#### WHAT TO PRODUCE
Examine the data below and state how many lines contain "main", offering no other words.

(Records from a dataset)

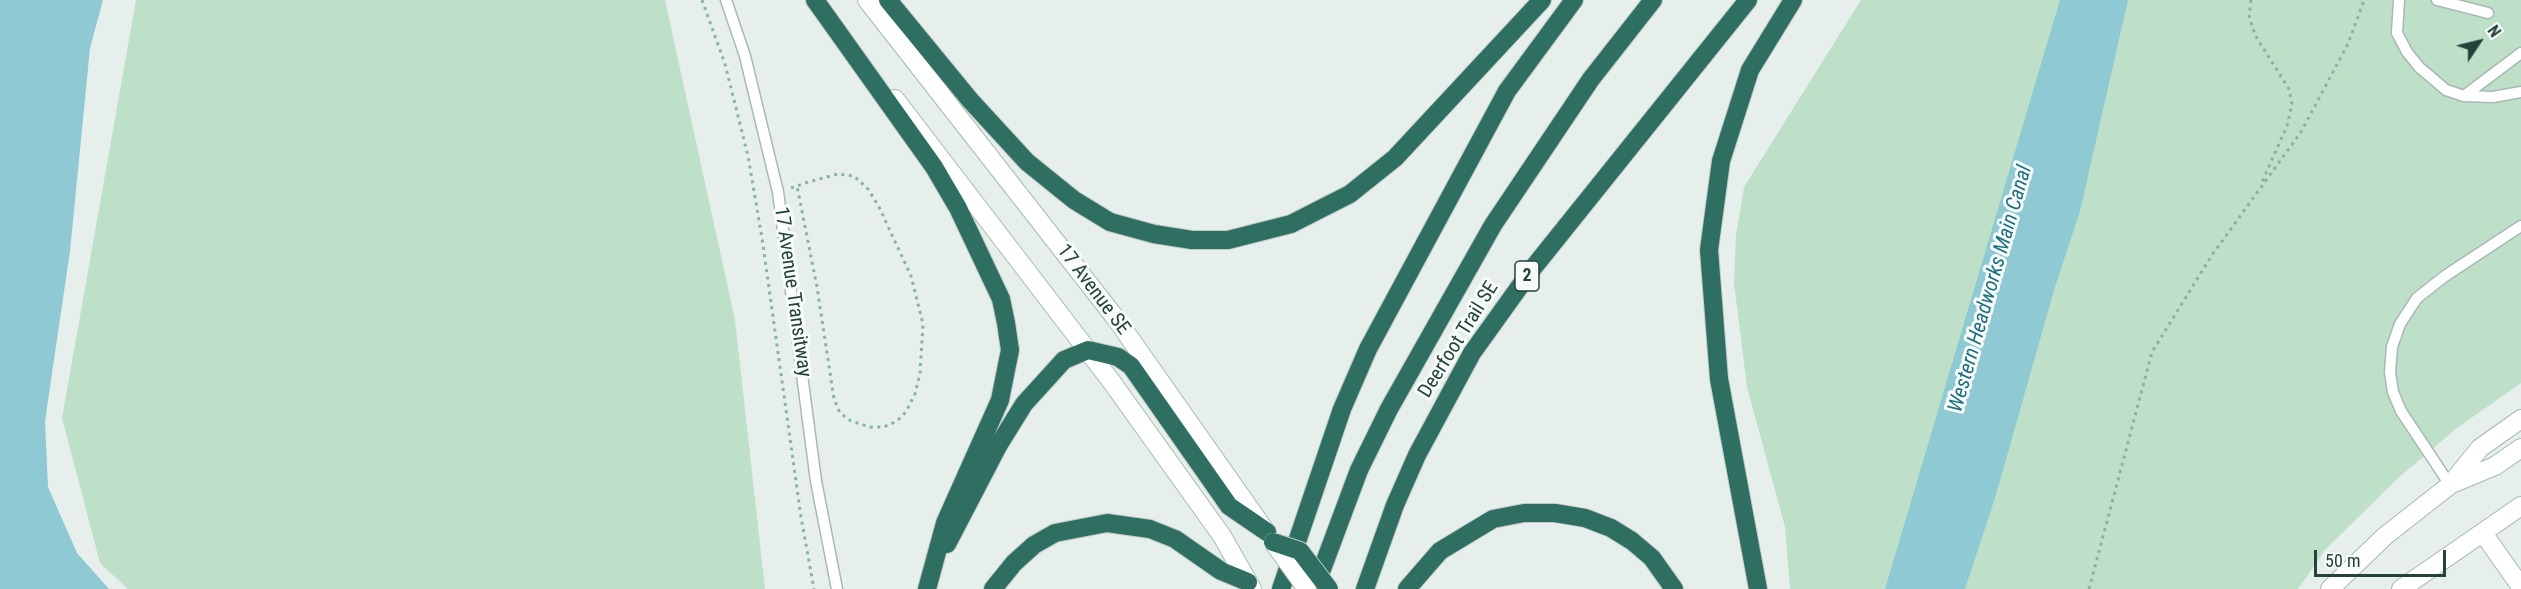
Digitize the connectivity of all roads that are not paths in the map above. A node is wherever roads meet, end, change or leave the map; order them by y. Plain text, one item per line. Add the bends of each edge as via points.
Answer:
1 (726, 0) edge
2 (817, 0) edge
3 (867, 0) edge
4 (888, 0) edge
5 (1542, 0) edge
6 (1574, 0) edge
7 (1653, 0) edge
8 (1748, 0) edge
9 (1793, 0) edge
10 (2399, 0) edge
11 (2437, 0) edge
12 (2488, 13) dead end
13 (2521, 53) edge
14 (2521, 92) edge
15 (2464, 96) junction
16 (2521, 226) edge
17 (1088, 350) junction
18 (2521, 419) edge
19 (2521, 448) edge
20 (2450, 485) junction
21 (2521, 506) edge
22 (2483, 533) junction
23 (1270, 537) junction
24 (927, 585) edge
25 (1250, 586) edge
26 (2521, 587) edge
27 (837, 589) edge
28 (993, 589) edge
29 (1281, 589) edge
30 (1307, 589) edge
31 (1315, 589) edge
32 (1329, 589) edge
33 (1365, 589) edge
34 (1407, 589) edge
35 (1674, 589) edge
36 (1758, 589) edge
37 (2330, 589) edge
38 (2401, 589) edge

1 - 27 lane, 17 Avenue Transitway via 745,56 778,192 816,482
2 - 17 main road, 17 Avenue SE
2 - 24 highway via 934,167 1001,299 1006,322 1010,350 1000,400 945,523
3 - 23 main road, 17 Avenue SE via 1117,320
4 - 5 highway via 1027,162 1074,200 1110,222 1154,234 1228,240 1291,224 1350,194 1395,158
6 - 29 highway via 1507,91 1368,350 1342,409
7 - 31 highway, Deerfoot Trail SE via 1591,78 1493,225 1359,470
8 - 33 highway, Deerfoot Trail SE / 2 via 1533,268 1472,353 1417,455
9 - 36 highway via 1750,70 1721,161 1709,250 1719,379
10 - 15 lane via 2397,33 2407,52 2446,90
11 - 12 lane
13 - 15 lane
14 - 15 lane via 2493,97
16 - 20 lane via 2417,298 2400,324 2392,346 2393,392 2401,411
17 - 23 highway via 1118,357 1131,366 1229,506
17 - 24 highway via 1064,360 1024,404 998,446
17 - 25 main road, 17 Avenue SE via 1222,536
18 - 20 main road via 2480,448
19 - 20 main road via 2495,466
20 - 37 main road via 2385,536
21 - 22 main road
22 - 26 main road
22 - 38 main road
23 - 30 main road, 17 Avenue SE, bridge
23 - 32 highway, bridge via 1300,551
25 - 28 highway via 1175,539 1150,529 1107,523 1055,533 1014,563
34 - 35 highway via 1440,551 1464,535 1493,519 1524,513 1585,518 1611,528 1652,558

#### TASK RESULT
10